If $a_{n} = E(X-c)^n$ then $P(X=c) = 1$ iff $a_{n } = 0$ for how many values of $n$?

Question

Suppose $X$ is a random variable, $c$ is a constant and $a_{n} = E(X-c)^n$ is finite $\forall n \geq 1$.

Then $P(X = c) = 1$ iff $a_{n} = 0$ for

1) atleast one $n \geq 1$

2) atleast one odd $n$

3) atleast one even $n$

4) atleast two values of $n$

I could do the forward direction as for $P(X =c) =1$ then $x= c$ with probability 1,so $a_{n} = E(X-c)^n = E(0) = 0$ so this is true for any $n \geq 1$, but what happens to the converse case that is if $a_{n} = 0$ or $E(x-c)^n = 0$ then can $P(X= c) =1$ then how can we conclude that it occurs for some finite values of $n$ or for all values of $n$ ?

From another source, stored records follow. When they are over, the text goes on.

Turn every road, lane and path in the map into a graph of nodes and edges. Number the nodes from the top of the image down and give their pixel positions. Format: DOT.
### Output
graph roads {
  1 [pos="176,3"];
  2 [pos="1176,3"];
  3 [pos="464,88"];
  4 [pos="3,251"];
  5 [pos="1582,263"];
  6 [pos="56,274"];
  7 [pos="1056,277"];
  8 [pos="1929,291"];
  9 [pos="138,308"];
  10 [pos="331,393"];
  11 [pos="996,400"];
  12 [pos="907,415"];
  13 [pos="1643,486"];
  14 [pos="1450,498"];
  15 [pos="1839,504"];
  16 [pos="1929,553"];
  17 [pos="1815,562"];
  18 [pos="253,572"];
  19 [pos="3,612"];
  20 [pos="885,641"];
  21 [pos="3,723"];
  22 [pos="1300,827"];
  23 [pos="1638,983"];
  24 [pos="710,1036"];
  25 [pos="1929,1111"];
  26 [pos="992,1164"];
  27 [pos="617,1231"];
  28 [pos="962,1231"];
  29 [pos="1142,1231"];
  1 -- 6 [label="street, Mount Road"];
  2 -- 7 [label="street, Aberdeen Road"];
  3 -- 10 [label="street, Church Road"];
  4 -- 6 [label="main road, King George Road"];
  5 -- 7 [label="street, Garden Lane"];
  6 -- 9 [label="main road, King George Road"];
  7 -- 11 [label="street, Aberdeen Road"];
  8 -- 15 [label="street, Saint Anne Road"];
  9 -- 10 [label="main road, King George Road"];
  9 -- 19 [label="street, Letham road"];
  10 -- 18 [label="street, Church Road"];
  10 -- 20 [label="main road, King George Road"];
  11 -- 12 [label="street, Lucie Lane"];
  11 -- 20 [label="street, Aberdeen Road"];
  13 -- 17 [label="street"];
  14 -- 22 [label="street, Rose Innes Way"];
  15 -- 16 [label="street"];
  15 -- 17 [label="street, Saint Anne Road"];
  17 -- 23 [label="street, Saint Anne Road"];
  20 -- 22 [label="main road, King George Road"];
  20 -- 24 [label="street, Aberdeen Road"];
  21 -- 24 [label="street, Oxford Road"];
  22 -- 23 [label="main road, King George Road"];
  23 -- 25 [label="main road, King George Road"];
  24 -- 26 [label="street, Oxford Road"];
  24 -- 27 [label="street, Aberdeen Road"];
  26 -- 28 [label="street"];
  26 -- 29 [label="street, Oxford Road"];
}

Atleast i think this question is not in MSE as i tried searching in Approach0 here.

Answer 1

Some hints:

First, try to rule out some of those options by finding a counterexample. Consider the case where $X$ is a standard normal random variable, and $c = 0$. What is $a_n = E[X^n]$ for any odd integer $n \ge 1$? What is $P[X = 0]$? This should help you rule out most of those options.

Next, if $n$ is an even integer, then $(X-c)^n$ is a non-negative random variable. So, theorems like this one apply.